Understanding the evolutionary factors that affect genetic variation in natural populations remains the primary focus of population genetics. Early surveys of allozyme variation using protein electrophoresis revealed abundant polymorphism, but only about one third of the possible amino acid changes, and none of the variation at silent and non-coding sites, could be detected with this technique . Analyses of genetic variation now involve nucleotide data, which can be used in a variety of statistical tests to discriminate between patterns of variation due to neutral processes (drift, population expansion, bottlenecks) and various types of selection (positive, purifying, balancing). Most studies have shown that levels of variation at silent and non-coding sites are substantially higher than levels of protein variation, suggesting that the majority of non-synonymous mutations are deleterious . Even so, patterns of allozyme (protein) variation often appear to conform to neutral or nearly neutral expectations . Conversely, detailed studies showing associations with different habitats, or clinal variation across wide geographic ranges have provided evidence that functional differences among allozyme variants can affect fitness (e.g.

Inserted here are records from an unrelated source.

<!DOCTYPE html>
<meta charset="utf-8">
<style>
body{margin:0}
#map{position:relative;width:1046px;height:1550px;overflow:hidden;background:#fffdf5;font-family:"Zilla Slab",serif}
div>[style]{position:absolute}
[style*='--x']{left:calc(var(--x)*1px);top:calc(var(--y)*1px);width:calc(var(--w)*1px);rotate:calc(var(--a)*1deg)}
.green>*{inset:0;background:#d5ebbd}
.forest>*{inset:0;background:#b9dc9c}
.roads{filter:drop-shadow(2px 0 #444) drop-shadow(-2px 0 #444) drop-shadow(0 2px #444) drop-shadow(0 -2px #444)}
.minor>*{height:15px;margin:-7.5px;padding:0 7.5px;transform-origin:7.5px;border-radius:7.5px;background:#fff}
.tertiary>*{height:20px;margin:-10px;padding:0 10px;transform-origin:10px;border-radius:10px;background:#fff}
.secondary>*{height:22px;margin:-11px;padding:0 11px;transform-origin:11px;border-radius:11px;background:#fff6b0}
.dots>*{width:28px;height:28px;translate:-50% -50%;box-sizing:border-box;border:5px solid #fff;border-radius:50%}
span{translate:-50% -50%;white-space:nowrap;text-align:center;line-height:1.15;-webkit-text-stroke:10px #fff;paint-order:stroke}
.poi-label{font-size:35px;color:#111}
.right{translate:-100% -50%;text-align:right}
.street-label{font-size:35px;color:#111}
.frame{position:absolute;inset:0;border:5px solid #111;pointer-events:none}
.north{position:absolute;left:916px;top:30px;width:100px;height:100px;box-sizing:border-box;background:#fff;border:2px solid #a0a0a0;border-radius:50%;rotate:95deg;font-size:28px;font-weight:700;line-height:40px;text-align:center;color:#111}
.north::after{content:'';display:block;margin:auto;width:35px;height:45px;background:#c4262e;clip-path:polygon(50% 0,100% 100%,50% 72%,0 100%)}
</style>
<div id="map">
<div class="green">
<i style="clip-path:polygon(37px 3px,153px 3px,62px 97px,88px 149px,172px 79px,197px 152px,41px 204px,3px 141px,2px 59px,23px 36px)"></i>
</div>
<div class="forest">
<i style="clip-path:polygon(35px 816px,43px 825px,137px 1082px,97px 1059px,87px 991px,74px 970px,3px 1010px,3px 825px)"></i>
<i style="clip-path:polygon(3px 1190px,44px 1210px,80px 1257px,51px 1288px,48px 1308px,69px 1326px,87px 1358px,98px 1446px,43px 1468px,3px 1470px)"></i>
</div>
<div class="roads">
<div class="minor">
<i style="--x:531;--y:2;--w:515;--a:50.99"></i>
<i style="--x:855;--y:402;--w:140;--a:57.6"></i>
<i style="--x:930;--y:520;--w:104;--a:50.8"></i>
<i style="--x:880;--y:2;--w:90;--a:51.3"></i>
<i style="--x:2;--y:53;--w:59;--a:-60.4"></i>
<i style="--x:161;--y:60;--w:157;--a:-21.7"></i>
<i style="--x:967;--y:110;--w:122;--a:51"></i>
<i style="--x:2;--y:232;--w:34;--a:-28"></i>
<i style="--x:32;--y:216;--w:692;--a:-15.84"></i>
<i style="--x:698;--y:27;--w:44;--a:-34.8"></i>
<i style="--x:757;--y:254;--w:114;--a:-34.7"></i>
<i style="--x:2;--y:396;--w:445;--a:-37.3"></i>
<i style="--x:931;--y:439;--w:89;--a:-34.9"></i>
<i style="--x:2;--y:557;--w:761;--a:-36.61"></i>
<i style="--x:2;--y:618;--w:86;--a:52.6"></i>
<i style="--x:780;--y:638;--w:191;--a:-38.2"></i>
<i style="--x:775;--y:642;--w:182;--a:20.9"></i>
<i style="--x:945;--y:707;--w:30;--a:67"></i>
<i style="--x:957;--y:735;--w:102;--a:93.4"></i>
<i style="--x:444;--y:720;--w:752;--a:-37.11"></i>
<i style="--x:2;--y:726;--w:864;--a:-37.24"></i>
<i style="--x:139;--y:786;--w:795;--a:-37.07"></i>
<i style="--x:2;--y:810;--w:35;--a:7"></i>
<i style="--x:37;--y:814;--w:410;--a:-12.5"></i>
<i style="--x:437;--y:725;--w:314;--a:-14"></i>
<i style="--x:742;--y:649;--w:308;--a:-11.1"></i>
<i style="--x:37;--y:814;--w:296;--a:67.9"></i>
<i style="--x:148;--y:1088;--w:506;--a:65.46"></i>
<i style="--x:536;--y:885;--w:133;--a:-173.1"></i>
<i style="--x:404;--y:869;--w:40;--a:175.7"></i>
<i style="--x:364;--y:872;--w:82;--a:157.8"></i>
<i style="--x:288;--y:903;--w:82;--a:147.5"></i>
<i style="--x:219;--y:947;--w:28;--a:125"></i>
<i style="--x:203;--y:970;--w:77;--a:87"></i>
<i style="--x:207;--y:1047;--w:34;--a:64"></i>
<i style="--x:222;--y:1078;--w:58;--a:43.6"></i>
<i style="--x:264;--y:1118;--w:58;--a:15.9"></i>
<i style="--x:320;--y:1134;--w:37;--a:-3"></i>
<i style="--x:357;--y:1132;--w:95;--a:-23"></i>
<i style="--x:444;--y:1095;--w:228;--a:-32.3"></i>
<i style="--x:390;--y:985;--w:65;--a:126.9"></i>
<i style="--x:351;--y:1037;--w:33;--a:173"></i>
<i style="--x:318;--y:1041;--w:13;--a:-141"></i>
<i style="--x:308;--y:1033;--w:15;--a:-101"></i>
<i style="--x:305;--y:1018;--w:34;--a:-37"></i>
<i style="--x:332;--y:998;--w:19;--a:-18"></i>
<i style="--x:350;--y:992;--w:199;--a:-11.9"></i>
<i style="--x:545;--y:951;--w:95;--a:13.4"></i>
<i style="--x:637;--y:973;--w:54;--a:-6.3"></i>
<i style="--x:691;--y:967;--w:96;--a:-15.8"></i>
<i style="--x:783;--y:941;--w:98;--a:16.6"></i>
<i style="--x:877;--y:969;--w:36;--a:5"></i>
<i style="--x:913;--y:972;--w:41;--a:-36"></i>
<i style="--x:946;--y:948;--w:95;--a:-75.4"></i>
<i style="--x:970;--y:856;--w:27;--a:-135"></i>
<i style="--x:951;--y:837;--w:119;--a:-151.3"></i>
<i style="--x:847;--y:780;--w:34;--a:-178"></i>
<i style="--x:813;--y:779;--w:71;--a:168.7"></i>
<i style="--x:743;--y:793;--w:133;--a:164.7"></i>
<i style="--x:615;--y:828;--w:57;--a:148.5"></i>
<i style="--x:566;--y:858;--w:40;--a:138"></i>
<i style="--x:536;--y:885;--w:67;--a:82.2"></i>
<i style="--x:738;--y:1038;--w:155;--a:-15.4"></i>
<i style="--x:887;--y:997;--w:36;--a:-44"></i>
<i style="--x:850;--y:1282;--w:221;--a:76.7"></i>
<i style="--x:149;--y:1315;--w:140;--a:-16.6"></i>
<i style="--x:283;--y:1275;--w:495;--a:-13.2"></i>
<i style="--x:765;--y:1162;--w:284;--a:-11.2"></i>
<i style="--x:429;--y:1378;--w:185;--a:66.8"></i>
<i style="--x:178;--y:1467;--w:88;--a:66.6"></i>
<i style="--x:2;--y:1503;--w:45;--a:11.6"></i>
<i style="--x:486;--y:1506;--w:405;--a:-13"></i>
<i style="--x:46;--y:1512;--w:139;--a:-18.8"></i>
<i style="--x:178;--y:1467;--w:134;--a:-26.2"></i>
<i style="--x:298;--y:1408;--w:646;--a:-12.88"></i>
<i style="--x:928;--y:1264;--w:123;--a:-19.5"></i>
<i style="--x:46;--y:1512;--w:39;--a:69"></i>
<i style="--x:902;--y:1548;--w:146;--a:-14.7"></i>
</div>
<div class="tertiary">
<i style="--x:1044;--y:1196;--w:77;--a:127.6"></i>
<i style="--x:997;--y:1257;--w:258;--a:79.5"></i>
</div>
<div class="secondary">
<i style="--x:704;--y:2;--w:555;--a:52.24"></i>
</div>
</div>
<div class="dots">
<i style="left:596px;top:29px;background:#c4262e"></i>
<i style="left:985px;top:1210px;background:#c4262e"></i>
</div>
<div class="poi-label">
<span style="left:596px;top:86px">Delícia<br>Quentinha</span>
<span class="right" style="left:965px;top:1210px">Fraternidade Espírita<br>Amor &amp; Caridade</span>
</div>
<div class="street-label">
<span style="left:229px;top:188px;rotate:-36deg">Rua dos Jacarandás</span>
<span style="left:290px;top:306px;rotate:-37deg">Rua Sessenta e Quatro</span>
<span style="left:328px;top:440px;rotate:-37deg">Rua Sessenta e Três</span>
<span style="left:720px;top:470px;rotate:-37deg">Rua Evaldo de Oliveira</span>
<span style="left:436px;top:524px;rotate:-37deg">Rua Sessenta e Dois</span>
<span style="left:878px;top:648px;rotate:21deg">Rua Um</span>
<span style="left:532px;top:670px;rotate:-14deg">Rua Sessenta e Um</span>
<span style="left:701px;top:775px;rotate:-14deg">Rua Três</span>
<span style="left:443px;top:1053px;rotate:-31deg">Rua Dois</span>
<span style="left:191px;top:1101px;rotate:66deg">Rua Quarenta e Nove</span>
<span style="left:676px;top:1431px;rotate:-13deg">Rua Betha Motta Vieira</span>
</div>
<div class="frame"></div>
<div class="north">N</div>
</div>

Alcohol dehydrogenase and Glucose-6-phosphate dehydrogenase in Drosophila melanogaster and Phosphoglucose isomerase in Colias butterflies; reviewed in ). Thus, a major challenge has been to determine the adaptive significance, if any, of polymorphism and interspecific divergence at allozyme loci .
L-Lactate dehydrogenase (L-LDH, EC 220.127.116.11) is involved in the interconversion of pyruvate and L(-)-lactate, which allows the aerobic metabolism of lactate accumulated by anaerobic glycolysis following periods of exposure to lowered environmental oxygen tension, or hypoxia . There is evidence that selection is acting on LDH variation in well-studied species such as the killifish, Fundulus heteroclitus [6, 7]. For example, an amino acid substitution between two alleles that vary along a cline in temperature affects thermostability , and experimental studies have shown that this variation is involved in the adaptation of killifish to hypoxia [9, 10].
A strong association between Ldh genotype and habitat has been also observed in members of the Daphnia pulex species complex. Based on relative electrophoretic mobility, the pond species, D. pulex is characterized by homozygosity for the slow (S) Ldh allele and the closely related lake species, D. pulicaria by homozygosity for the fast (F) allele in North America [11–13]. In addition, the two species hybridize and hybrids are generally found in ponds or disturbed, intermediate habitats . The genetic and habitat segregation is also associated with differences in physiological and life history traits [14, 15]. Surveys of allozyme variation in most Daphnia species are consistent with a one-locus model, but a recent analysis of the D. pulex genome sequence has identified two Ldh genes, LdhA and LdhB, that are approximately 26 cM apart [16, 17]. Preliminary gene expression work suggests that LdhA is expressed at a significantly higher level than LdhB , but the link between the allozyme locus and the genome sequences has not yet been made. Nevertheless, the fixation of different LDH variants in D. pulex and D. pulicaria in different aquatic habitats, despite the fact that they share polymorphisms at other allozyme loci [19–21], suggests the possibility that Ldh variation is adaptive. However, the hypothesis that selection has played a role in Ldh divergence in Daphnia has yet to be tested.
Genetic studies suggest that D. pulex and D. pulicaria are members of a relatively young species complex and appear to be undergoing ecological speciation . Both species reproduce by cyclical parthenogenesis in which females produce offspring by apomictic parthenogenesis during favorable conditions and have a sexual phase that results in the production of diapausing eggs prior to the onset of unfavorable conditions. Natural hybrids between the two species reproduce by obligate parthenogenesis [23, 24] in which females produce broods of parthenogenetic offspring (like cyclic females), but also produce their diapausing eggs parthenogenetically. This results in a completely ameiotic life history and allows clonal genotypes to persist for many years.
The objectives of the present study are to analyze both LdhA and LdhB sequence variation to (1) determine which locus is detected in allozyme surveys, (2) elucidate the evolutionary history of the two genes in the context of speciation and hybridization, and (3) determine if there is evidence that selection is acting on the variation at each locus. To achieve these objectives, isolates of D. pulex and D. pulicaria from North America were chosen to maximize geographic coverage of the three Ldh genotypes (SS, SF and FF) and the two breeding systems.